• [EXERCISE OBJECTIVE]: The required result is the exact run of lines beginning at the one containing "Which roads connect" and ending at the last line of the entries.

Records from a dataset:

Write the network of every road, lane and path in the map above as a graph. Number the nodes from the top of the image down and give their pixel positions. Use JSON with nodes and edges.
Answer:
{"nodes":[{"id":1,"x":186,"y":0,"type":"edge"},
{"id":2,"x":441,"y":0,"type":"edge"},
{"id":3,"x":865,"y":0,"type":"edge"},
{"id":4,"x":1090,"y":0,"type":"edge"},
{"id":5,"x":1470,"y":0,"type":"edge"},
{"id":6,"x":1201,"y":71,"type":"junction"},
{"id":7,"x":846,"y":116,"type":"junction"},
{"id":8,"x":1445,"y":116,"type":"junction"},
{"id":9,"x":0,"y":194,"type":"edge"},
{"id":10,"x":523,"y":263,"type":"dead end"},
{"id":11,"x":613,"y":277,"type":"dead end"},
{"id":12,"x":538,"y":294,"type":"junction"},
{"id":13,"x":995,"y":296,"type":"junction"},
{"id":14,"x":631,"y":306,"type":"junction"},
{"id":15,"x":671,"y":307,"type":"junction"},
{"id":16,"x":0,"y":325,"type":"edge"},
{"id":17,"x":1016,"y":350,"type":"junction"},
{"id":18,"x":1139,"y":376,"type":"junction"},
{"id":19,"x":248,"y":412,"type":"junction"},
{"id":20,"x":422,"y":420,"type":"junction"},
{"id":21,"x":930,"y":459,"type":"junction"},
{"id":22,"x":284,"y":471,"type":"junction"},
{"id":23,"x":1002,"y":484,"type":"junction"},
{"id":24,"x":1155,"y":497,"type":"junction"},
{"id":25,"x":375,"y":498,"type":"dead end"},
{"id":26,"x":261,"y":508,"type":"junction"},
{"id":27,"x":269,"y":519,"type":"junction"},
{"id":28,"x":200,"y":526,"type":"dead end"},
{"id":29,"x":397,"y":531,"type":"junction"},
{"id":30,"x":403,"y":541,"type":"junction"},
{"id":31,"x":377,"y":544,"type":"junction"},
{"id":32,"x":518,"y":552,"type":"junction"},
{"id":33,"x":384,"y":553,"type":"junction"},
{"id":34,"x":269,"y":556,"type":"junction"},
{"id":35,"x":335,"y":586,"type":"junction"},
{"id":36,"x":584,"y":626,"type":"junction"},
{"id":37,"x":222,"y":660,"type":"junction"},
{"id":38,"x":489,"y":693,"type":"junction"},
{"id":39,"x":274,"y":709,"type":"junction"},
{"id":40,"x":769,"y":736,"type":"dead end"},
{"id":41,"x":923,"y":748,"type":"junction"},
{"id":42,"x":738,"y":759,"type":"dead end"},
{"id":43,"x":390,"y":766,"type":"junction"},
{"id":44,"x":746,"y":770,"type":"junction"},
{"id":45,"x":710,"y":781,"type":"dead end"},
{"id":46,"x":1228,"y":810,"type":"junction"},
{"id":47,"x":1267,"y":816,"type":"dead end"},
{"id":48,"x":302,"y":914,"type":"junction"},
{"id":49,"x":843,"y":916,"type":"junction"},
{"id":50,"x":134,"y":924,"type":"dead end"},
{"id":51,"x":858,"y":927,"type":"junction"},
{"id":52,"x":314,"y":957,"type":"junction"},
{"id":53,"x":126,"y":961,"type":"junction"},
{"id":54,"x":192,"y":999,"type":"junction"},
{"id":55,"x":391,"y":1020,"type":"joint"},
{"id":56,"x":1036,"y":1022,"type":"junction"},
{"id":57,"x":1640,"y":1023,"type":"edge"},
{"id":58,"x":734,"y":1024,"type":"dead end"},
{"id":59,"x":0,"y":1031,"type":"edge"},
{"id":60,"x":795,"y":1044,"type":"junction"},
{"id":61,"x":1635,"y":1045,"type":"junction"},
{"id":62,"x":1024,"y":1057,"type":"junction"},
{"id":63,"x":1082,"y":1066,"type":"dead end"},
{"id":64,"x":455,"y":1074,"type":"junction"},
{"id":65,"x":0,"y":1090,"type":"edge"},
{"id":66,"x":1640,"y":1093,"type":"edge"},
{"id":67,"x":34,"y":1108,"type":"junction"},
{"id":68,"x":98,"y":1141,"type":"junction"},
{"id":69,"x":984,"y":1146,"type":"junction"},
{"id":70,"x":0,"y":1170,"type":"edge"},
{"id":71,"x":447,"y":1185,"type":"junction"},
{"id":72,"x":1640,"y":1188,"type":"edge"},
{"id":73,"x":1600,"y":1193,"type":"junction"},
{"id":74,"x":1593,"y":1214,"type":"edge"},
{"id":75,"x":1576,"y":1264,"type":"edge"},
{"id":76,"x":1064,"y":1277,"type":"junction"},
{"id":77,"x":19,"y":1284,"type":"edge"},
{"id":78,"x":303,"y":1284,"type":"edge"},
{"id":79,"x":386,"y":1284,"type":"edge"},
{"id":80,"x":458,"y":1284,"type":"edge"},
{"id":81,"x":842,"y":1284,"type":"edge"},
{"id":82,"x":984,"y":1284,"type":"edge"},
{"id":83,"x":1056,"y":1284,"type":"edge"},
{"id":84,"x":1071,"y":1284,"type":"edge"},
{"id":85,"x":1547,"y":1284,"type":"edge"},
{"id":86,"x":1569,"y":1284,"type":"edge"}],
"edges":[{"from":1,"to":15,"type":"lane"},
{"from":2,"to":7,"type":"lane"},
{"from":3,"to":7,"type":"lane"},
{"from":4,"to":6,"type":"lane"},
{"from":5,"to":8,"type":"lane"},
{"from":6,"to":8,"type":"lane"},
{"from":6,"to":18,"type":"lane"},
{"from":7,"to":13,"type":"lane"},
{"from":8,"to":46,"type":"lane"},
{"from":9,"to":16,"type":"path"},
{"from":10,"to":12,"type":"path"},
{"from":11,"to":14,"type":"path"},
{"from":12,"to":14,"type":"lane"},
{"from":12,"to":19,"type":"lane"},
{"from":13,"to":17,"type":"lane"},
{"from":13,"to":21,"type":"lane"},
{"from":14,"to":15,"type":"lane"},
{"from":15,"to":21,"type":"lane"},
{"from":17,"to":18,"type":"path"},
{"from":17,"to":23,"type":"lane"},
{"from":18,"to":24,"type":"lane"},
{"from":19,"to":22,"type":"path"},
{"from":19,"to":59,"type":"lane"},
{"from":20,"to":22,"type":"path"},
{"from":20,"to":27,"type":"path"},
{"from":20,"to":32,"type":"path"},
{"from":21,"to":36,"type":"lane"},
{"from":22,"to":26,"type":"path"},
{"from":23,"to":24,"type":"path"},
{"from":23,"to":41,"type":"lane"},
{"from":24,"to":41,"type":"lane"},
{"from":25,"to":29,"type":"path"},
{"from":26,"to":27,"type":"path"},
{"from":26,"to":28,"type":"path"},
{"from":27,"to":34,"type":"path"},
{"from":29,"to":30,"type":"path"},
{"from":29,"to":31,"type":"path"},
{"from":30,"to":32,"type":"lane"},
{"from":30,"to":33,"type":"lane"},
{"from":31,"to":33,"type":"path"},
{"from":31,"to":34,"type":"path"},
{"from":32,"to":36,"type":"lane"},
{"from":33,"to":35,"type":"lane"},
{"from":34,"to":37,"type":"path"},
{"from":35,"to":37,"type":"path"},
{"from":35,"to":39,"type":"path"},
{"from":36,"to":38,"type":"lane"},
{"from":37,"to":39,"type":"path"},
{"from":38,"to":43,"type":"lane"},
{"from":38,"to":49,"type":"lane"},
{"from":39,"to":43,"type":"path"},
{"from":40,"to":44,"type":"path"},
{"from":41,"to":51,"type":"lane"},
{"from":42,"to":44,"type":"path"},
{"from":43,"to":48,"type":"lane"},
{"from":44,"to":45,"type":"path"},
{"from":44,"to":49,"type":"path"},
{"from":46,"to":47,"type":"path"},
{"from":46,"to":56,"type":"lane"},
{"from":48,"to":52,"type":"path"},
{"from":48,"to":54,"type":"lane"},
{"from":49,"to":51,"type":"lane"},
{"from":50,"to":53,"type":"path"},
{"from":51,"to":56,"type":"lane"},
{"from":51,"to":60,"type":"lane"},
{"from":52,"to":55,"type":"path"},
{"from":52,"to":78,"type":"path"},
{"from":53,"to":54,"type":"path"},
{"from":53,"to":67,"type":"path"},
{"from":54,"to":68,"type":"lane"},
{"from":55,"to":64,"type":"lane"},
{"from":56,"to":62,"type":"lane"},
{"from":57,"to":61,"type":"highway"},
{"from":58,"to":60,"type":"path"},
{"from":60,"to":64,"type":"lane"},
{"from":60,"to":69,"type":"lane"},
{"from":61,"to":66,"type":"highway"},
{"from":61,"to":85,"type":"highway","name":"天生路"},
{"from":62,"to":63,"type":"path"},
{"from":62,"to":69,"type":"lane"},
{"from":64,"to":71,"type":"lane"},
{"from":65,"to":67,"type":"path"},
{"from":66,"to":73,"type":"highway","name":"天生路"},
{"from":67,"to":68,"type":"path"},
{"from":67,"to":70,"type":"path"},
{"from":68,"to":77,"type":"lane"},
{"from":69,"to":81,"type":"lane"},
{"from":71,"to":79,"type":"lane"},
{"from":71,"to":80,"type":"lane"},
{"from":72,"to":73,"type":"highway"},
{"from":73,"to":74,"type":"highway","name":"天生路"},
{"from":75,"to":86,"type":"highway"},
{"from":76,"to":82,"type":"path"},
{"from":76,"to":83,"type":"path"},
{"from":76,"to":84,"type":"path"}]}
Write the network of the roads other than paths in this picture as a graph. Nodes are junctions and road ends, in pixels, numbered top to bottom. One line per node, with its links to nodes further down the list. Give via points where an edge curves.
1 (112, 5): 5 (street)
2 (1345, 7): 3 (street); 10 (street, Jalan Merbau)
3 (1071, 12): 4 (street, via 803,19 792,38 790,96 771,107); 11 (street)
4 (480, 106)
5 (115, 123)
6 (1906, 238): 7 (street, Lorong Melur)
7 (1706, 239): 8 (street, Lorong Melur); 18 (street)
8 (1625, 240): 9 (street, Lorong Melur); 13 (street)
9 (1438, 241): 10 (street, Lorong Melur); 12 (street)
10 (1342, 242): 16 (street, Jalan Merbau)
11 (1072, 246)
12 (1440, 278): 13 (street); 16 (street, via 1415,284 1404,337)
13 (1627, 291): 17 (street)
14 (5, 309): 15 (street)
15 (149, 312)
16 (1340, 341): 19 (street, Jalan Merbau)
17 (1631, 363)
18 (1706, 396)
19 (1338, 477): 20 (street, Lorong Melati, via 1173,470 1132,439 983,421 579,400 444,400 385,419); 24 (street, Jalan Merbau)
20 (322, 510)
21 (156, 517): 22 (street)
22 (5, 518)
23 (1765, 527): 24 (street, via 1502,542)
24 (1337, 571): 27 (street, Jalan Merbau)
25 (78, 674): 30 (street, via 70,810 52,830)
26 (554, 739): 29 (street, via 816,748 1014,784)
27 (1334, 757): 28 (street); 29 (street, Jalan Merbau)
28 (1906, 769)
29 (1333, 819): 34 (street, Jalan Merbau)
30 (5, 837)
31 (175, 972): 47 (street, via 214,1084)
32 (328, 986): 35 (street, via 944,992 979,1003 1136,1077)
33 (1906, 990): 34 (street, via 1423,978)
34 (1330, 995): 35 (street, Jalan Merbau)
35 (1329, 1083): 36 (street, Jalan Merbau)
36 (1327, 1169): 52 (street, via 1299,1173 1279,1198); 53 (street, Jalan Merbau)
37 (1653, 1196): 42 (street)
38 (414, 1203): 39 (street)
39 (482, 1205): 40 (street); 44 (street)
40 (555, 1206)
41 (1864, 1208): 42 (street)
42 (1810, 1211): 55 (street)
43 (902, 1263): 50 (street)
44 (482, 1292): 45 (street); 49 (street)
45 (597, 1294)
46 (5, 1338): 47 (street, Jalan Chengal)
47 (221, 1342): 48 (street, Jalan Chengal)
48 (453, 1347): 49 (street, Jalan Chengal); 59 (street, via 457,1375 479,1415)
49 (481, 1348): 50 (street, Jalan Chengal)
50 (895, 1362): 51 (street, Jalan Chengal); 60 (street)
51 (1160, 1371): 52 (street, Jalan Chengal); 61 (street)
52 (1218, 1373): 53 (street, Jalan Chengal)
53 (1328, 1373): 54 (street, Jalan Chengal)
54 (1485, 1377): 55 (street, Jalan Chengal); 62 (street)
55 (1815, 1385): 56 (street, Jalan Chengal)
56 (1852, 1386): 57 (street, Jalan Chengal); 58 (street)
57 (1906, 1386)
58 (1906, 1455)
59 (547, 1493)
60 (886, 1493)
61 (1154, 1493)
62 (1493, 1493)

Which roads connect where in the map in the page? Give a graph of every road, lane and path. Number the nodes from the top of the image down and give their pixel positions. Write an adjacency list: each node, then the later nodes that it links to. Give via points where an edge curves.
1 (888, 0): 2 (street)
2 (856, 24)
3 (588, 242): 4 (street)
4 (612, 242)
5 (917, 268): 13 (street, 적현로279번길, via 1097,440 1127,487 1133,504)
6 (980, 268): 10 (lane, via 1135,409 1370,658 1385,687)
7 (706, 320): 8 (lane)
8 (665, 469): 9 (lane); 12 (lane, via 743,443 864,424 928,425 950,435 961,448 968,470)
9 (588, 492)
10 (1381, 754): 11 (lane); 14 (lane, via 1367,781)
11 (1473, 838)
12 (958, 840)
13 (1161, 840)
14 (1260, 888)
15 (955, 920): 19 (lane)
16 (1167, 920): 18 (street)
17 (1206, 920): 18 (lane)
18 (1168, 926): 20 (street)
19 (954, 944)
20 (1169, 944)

• [EXERCISE OUTPUT]:
Which roads connect where in the map in the page? Give a graph of every road, lane and path. Number the nodes from the top of the image down and give their pixel positions. Write an adjacency list: each node, then the later nodes that it links to. Give via points where an edge curves.
1 (888, 0): 2 (street)
2 (856, 24)
3 (588, 242): 4 (street)
4 (612, 242)
5 (917, 268): 13 (street, 적현로279번길, via 1097,440 1127,487 1133,504)
6 (980, 268): 10 (lane, via 1135,409 1370,658 1385,687)
7 (706, 320): 8 (lane)
8 (665, 469): 9 (lane); 12 (lane, via 743,443 864,424 928,425 950,435 961,448 968,470)
9 (588, 492)
10 (1381, 754): 11 (lane); 14 (lane, via 1367,781)
11 (1473, 838)
12 (958, 840)
13 (1161, 840)
14 (1260, 888)
15 (955, 920): 19 (lane)
16 (1167, 920): 18 (street)
17 (1206, 920): 18 (lane)
18 (1168, 926): 20 (street)
19 (954, 944)
20 (1169, 944)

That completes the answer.